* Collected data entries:
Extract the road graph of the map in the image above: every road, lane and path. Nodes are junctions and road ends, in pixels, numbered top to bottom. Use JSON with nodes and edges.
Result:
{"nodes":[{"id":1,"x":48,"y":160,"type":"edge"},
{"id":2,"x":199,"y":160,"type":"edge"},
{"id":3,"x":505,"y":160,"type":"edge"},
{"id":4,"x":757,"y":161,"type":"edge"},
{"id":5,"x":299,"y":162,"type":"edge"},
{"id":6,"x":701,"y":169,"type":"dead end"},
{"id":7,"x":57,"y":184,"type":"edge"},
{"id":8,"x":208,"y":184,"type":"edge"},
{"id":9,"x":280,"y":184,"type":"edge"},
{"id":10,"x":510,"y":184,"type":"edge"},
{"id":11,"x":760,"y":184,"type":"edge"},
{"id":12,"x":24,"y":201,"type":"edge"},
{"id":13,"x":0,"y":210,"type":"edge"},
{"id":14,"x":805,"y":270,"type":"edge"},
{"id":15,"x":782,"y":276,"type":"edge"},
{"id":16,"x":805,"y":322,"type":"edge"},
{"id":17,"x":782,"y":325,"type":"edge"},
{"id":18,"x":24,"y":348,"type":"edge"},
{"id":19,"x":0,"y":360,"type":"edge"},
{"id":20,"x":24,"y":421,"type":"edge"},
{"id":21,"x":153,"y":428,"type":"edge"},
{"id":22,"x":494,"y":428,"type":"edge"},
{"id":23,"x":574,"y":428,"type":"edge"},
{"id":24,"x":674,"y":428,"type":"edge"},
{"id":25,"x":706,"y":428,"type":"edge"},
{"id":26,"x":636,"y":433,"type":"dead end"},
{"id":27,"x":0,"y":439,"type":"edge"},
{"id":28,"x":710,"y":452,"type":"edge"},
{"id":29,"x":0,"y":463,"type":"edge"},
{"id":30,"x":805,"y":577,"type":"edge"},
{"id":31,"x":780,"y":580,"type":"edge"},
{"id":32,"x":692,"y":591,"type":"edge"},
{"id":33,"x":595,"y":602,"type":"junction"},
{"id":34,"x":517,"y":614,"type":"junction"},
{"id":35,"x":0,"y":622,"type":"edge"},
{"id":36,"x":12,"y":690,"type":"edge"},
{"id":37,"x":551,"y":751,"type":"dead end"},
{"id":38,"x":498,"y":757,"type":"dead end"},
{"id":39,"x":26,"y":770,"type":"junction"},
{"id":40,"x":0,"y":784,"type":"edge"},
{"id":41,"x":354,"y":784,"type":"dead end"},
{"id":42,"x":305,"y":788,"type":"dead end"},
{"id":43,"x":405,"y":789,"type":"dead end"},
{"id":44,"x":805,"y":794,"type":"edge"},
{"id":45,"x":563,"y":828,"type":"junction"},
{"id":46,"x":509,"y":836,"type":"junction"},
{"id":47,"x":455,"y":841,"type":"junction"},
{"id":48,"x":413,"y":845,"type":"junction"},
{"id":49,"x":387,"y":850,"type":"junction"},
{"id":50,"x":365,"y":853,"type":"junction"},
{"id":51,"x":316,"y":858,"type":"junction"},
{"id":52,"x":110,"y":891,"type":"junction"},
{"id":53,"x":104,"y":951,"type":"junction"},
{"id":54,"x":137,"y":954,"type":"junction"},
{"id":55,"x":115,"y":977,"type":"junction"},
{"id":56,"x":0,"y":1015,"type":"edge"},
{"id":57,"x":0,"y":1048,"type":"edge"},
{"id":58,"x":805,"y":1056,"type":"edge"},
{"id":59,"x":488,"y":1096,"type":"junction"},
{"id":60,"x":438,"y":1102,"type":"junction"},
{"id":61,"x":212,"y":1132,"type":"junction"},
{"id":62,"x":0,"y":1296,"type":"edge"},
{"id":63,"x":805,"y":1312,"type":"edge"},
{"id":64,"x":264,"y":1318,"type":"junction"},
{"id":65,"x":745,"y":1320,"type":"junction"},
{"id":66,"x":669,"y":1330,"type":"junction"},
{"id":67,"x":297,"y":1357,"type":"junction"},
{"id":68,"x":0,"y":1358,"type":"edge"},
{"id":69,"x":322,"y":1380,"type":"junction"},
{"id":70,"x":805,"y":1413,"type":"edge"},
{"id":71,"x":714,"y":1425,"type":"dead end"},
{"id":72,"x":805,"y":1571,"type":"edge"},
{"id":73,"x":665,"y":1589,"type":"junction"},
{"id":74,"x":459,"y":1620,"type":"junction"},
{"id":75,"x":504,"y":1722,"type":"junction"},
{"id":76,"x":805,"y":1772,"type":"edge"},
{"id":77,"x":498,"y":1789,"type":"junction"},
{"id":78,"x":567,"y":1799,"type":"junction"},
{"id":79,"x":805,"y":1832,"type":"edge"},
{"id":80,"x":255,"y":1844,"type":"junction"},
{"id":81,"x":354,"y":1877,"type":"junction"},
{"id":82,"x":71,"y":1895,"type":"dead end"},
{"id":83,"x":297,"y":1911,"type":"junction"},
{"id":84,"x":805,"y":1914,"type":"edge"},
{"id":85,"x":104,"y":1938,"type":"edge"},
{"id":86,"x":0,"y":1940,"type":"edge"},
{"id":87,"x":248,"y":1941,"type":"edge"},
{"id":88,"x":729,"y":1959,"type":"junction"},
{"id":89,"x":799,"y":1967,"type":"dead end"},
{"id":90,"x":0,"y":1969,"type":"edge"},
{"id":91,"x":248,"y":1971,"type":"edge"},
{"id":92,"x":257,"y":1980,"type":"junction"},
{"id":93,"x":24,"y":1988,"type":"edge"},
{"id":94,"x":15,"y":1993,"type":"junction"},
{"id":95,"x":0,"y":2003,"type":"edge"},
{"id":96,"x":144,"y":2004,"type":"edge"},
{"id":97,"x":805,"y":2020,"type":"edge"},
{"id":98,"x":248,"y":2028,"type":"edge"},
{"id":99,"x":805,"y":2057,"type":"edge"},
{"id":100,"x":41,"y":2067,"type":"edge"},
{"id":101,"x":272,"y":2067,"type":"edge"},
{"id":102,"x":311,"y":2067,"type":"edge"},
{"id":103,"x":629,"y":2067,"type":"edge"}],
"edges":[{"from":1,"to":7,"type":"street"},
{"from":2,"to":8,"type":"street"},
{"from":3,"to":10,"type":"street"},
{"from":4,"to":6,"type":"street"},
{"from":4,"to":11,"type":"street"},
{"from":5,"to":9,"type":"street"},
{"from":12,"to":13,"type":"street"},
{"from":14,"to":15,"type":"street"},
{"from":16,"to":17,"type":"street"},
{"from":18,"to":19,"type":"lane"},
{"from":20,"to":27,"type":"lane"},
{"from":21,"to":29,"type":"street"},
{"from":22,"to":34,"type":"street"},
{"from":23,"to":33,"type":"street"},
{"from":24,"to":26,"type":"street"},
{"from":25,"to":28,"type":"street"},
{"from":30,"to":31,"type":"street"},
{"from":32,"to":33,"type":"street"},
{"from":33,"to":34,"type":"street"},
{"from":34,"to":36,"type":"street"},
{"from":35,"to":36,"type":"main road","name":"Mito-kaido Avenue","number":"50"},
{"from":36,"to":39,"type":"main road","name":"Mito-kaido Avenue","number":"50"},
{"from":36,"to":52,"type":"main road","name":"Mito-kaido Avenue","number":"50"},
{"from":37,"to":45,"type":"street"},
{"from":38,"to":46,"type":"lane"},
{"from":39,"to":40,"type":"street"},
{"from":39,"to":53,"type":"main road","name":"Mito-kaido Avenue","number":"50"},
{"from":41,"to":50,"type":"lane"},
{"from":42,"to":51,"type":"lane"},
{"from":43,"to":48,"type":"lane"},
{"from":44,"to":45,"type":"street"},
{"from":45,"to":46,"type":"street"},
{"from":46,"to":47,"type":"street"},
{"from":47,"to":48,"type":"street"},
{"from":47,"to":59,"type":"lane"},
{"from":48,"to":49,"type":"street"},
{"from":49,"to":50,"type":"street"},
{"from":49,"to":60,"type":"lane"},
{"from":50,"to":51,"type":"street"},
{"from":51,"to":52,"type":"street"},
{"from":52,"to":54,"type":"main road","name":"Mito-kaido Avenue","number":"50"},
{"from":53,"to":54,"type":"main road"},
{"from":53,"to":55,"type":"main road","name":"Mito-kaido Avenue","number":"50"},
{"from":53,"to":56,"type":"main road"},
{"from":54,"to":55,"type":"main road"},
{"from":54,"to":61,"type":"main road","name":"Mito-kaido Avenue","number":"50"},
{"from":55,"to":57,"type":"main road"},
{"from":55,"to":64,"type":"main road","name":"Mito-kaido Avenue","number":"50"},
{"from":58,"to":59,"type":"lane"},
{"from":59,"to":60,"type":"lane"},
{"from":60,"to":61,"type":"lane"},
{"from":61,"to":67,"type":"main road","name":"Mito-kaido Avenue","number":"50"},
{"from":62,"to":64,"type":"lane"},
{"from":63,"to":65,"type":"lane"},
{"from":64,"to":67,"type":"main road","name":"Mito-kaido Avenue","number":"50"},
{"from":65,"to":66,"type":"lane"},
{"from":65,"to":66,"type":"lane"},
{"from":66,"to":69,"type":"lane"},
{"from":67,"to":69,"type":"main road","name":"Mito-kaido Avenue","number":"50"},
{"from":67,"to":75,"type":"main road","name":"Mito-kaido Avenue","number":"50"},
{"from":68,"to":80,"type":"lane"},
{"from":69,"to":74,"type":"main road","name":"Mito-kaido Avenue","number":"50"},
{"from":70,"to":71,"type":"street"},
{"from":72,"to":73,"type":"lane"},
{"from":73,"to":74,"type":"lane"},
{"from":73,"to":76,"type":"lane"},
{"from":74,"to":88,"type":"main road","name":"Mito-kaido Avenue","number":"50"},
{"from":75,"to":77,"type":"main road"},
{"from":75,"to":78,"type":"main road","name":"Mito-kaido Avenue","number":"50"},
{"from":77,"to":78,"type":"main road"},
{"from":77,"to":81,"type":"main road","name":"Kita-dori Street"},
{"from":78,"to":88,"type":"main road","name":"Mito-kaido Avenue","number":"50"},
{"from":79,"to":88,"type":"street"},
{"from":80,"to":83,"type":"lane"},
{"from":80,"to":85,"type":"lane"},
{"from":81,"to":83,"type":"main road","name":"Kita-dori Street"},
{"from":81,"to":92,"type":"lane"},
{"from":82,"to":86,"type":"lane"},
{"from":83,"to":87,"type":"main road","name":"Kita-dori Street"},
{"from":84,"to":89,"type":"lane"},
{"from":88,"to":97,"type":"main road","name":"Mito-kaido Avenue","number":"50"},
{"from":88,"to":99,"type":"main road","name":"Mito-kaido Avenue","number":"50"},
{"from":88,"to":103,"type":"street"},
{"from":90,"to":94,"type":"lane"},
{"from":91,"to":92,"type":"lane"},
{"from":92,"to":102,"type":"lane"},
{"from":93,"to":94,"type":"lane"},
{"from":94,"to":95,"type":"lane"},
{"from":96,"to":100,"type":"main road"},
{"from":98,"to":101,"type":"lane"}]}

* Directions for this task: Copy each line in the entries above where the word "edges" shows up.

* Output of the exercise:
Extract the road graph of the map in the image above: every road, lane and path. Nodes are junctions and road ends, in pixels, numbered top to bottom. Use JSON with nodes and edges.
"edges":[{"from":1,"to":7,"type":"street"},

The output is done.